No
nos quedemos en una vida ramplona y vacía, sino abramos nuestro espíritu a
horizontes que nos descubran la verdadera grandeza humana
Sembramos una
semilla porque queremos que germine y nos dé una hermosa planta que un día nos
pueda ofrecer generosos y abundantes frutos; ya nos preocuparemos de cultivarla
debidamente para que nos pueda dar lo mejor de sí, la preservaremos de plagas
que puedan mermarnos la cosecha, la abonaremos de la mejor manera posible para
obtener el más sabroso fruto.
Así tendría
que ser la vida, tendría que ser nuestra vida, en crecimiento contínuo, en la maduración
de nuestra existencia, en el cultivo de los mejores valores, en sacar lo mejor
de nosotros mismos; no nos podemos contentar simplemente con dejarnos llevar,
en quedarnos en una vida amorfa, opaca y vacía, en buscar lo más fácil o lo que
nos cueste menos esfuerzo, hemos de saber desarrollar nuestras mejores
posibilidades, sacar nuestra mejor belleza interior, siempre podemos estar en
crecimiento buscando más y buscando lo mejor, algo nuevo podemos aprender y
algo más hermoso podemos descubrir, aun con nuestras limitaciones y debilidades
sin embargo ha de ser un camino de perfección, un camino de plenitud.

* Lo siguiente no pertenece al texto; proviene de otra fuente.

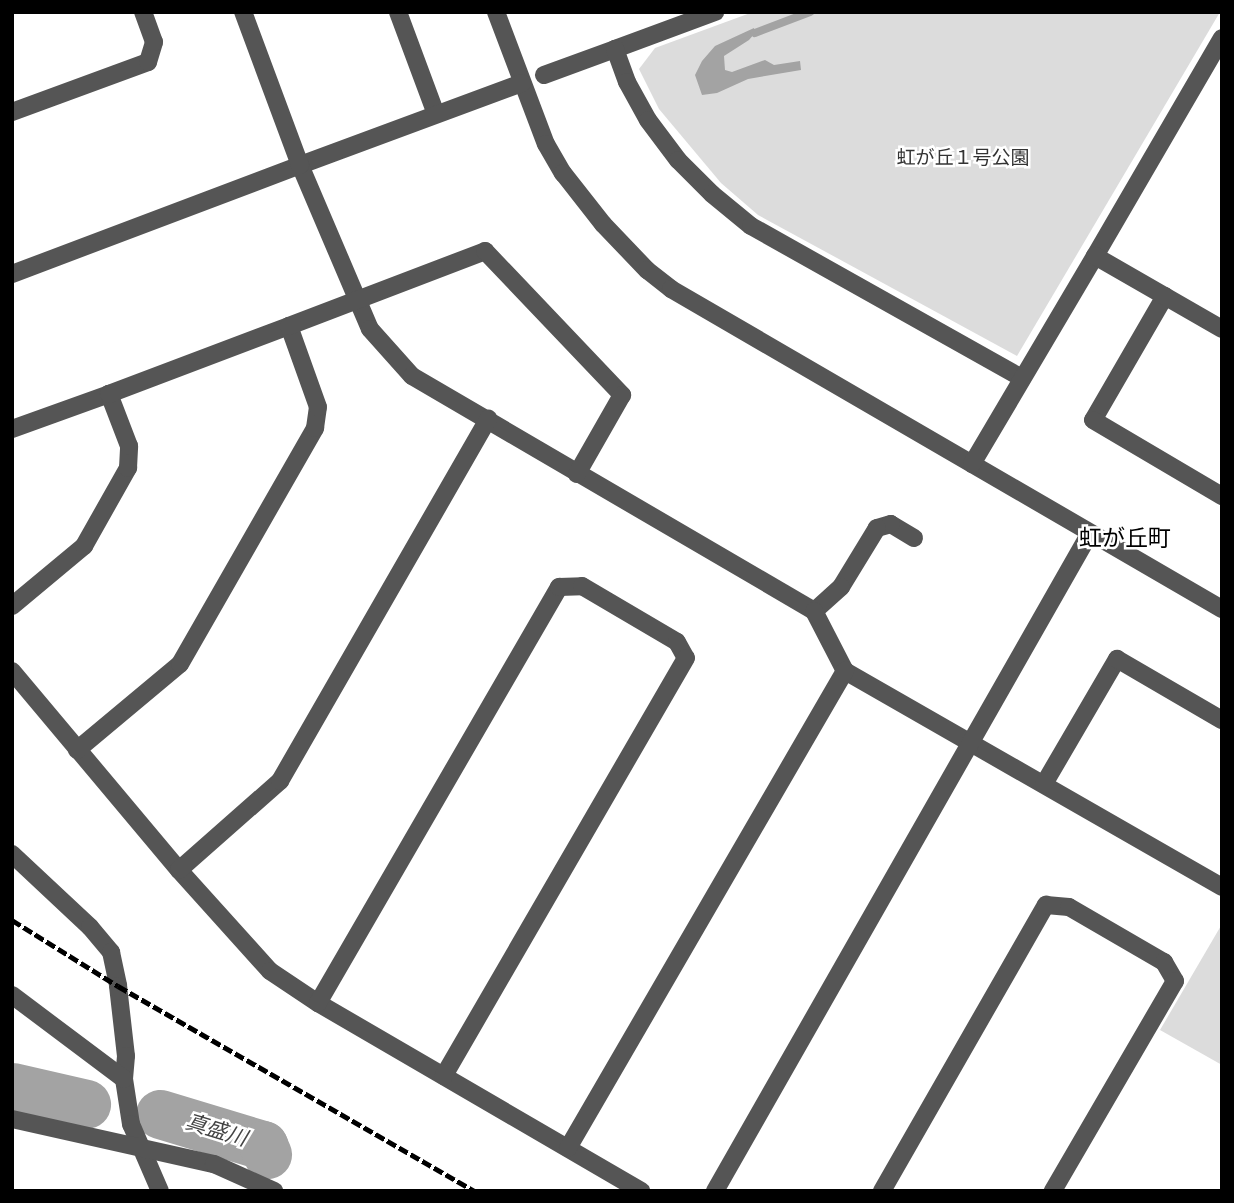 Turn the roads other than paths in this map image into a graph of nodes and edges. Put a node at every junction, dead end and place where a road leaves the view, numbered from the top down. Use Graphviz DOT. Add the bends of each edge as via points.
graph roads {
  1 [pos="143,12"];
  2 [pos="243,12"];
  3 [pos="398,12"];
  4 [pos="496,12"];
  5 [pos="715,12"];
  6 [pos="1222,38"];
  7 [pos="615,49"];
  8 [pos="544,75"];
  9 [pos="522,83"];
  10 [pos="12,112"];
  11 [pos="436,114"];
  12 [pos="300,165"];
  13 [pos="1095,256"];
  14 [pos="12,274"];
  15 [pos="1164,296"];
  16 [pos="356,300"];
  17 [pos="289,326"];
  18 [pos="1222,329"];
  19 [pos="1023,378"];
  20 [pos="109,394"];
  21 [pos="488,419"];
  22 [pos="12,429"];
  23 [pos="972,464"];
  24 [pos="577,474"];
  25 [pos="1222,496"];
  26 [pos="1090,533"];
  27 [pos="914,538"];
  28 [pos="12,606"];
  29 [pos="1222,609"];
  30 [pos="814,611"];
  31 [pos="12,671"];
  32 [pos="845,671"];
  33 [pos="1222,720"];
  34 [pos="972,743"];
  35 [pos="77,750"];
  36 [pos="1044,784"];
  37 [pos="12,854"];
  38 [pos="179,870"];
  39 [pos="1222,887"];
  40 [pos="12,995"];
  41 [pos="318,1003"];
  42 [pos="444,1076"];
  43 [pos="124,1079"];
  44 [pos="12,1119"];
  45 [pos="141,1148"];
  46 [pos="568,1149"];
  47 [pos="160,1191"];
  48 [pos="274,1191"];
  49 [pos="641,1191"];
  50 [pos="715,1191"];
  51 [pos="882,1191"];
  52 [pos="1053,1191"];
  1 -- 10 [label="street" via="154,42 148,62"];
  2 -- 12 [label="street"];
  3 -- 11 [label="street"];
  4 -- 9 [label="street"];
  5 -- 7 [label="street"];
  6 -- 13 [label="street"];
  7 -- 8 [label="street"];
  7 -- 19 [label="street" via="648,120 678,160 751,226"];
  9 -- 11 [label="street"];
  9 -- 23 [label="street" via="563,173 647,270 671,289"];
  11 -- 12 [label="street"];
  12 -- 14 [label="street"];
  12 -- 16 [label="street"];
  13 -- 15 [label="street"];
  13 -- 19 [label="street"];
  15 -- 18 [label="street"];
  15 -- 25 [label="street" via="1093,420"];
  16 -- 17 [label="street"];
  16 -- 21 [label="street" via="370,329 412,376"];
  16 -- 24 [label="street" via="485,251 622,395"];
  17 -- 20 [label="street"];
  17 -- 35 [label="street" via="318,407 315,428 180,664"];
  19 -- 23 [label="street"];
  20 -- 22 [label="street"];
  20 -- 28 [label="street" via="130,446 128,468 84,546"];
  21 -- 24 [label="street"];
  21 -- 38 [label="street" via="280,781"];
  23 -- 26 [label="street"];
  24 -- 30 [label="street"];
  26 -- 29 [label="street"];
  26 -- 34 [label="street"];
  27 -- 30 [label="street" via="891,524 877,528 841,587"];
  30 -- 32 [label="street"];
  31 -- 35 [label="street"];
  32 -- 34 [label="street"];
  32 -- 46 [label="street"];
  33 -- 36 [label="street" via="1117,659"];
  34 -- 36 [label="street"];
  34 -- 50 [label="street"];
  35 -- 38 [label="street"];
  36 -- 39 [label="street"];
  37 -- 43 [label="street" via="111,952 126,1056"];
  38 -- 41 [label="street" via="270,971"];
  40 -- 43 [label="street"];
  41 -- 42 [label="street"];
  41 -- 42 [label="street" via="559,587 582,586 677,642 686,658"];
  42 -- 46 [label="street"];
  43 -- 45 [label="street" via="131,1124"];
  44 -- 45 [label="street"];
  45 -- 47 [label="street"];
  45 -- 48 [label="street" via="214,1164"];
  46 -- 49 [label="street"];
  51 -- 52 [label="street" via="1046,905 1069,907 1164,962 1175,981"];
}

Es el
camino de madurez al que tenemos que aspirar aunque eso signifique esfuerzo y
en ocasiones también sacrificio.
Esto que
estamos queriendo expresar manifiesta lo que son los mejores sentimientos y
mejores deseos humanos que en todos los aspectos de la vida hemos de saber
reflejar. Es expresión de nuestra mejor riqueza interior, porque la vida es
algo más que vegetar. Es el sentido profundo que le hemos de dar a nuestro
existir. En la fe que tenemos en Jesús encontramos esa luz y esa fortaleza para
ese crecimiento interior que se va a manifestar en nuestra gran humanidad. Los
parámetros que nos va ofreciendo el evangelio nos sirven de cauce y son luz
para nuestro camino. Desde esa fe nos sentimos impulsados a ese crecimiento, a
ese ir más allá, a buscar esos caminos que nos lleven a una plenitud de vida.
Es lo que nos
está queriendo decir hoy Jesús en el evangelio. Por eso Jesús nos está diciendo
que El no viene a ofrecernos rebajas sino a ofrecernos caminos que nos lleven a
la plenitud, aunque en ocasiones nos parezcan costosos. Pero ya en otro momento
nos dirá que su yugo es suave y llevadero.
Ya sé que
tendemos a liberarnos de todo lo que nos parezca imposición o merma de lo que
decimos que es nuestra libertad, pero quizás lo que sea necesario es liberarnos
de nosotros mismos, de nuestras rutinas y nuestro afán de comodidad, nuestros
deseos de alcanzar las cosas con el mínimo esfuerzo y rehuir todo lo que pueda
significar sacrificio. Siempre cuando nos parece que llegan los tiempos de
renovación lo que pensamos es en reformas que todo lo cambien para hacerlo todo
a nuestra imagen y semejanza, o lo que es lo mismo, al albur de nuestro
capricho o nuestras ambiciones.
También
quizás en aquellos momentos en que Jesús apareció por los caminos de Galilea
anunciando la llegada del Reino de Dios habría algunos que pensaran que Jesús
era aquel reformador que iba a liberarles de la Ley. Y Jesús les dice que no ha
venido a abolir sino a dar plenitud. Ha venido a ayudarnos a encontrar esa
plenitud de la persona humana, a descubrir su verdadera grandeza, a poner
nuevos horizontes en sus vidas, a elevar su espíritu para no quedarse en la
materialidad de las cosas que al final se convierten en rutinas y finalmente en
esclavitudes. Y nos dice que quiera entrar por ese camino es el que será grande
en el Reino de los cielos.
¿Nos
tomaremos así el camino del evangelio y en consecuencia el camino de nuestra
vida cristiana?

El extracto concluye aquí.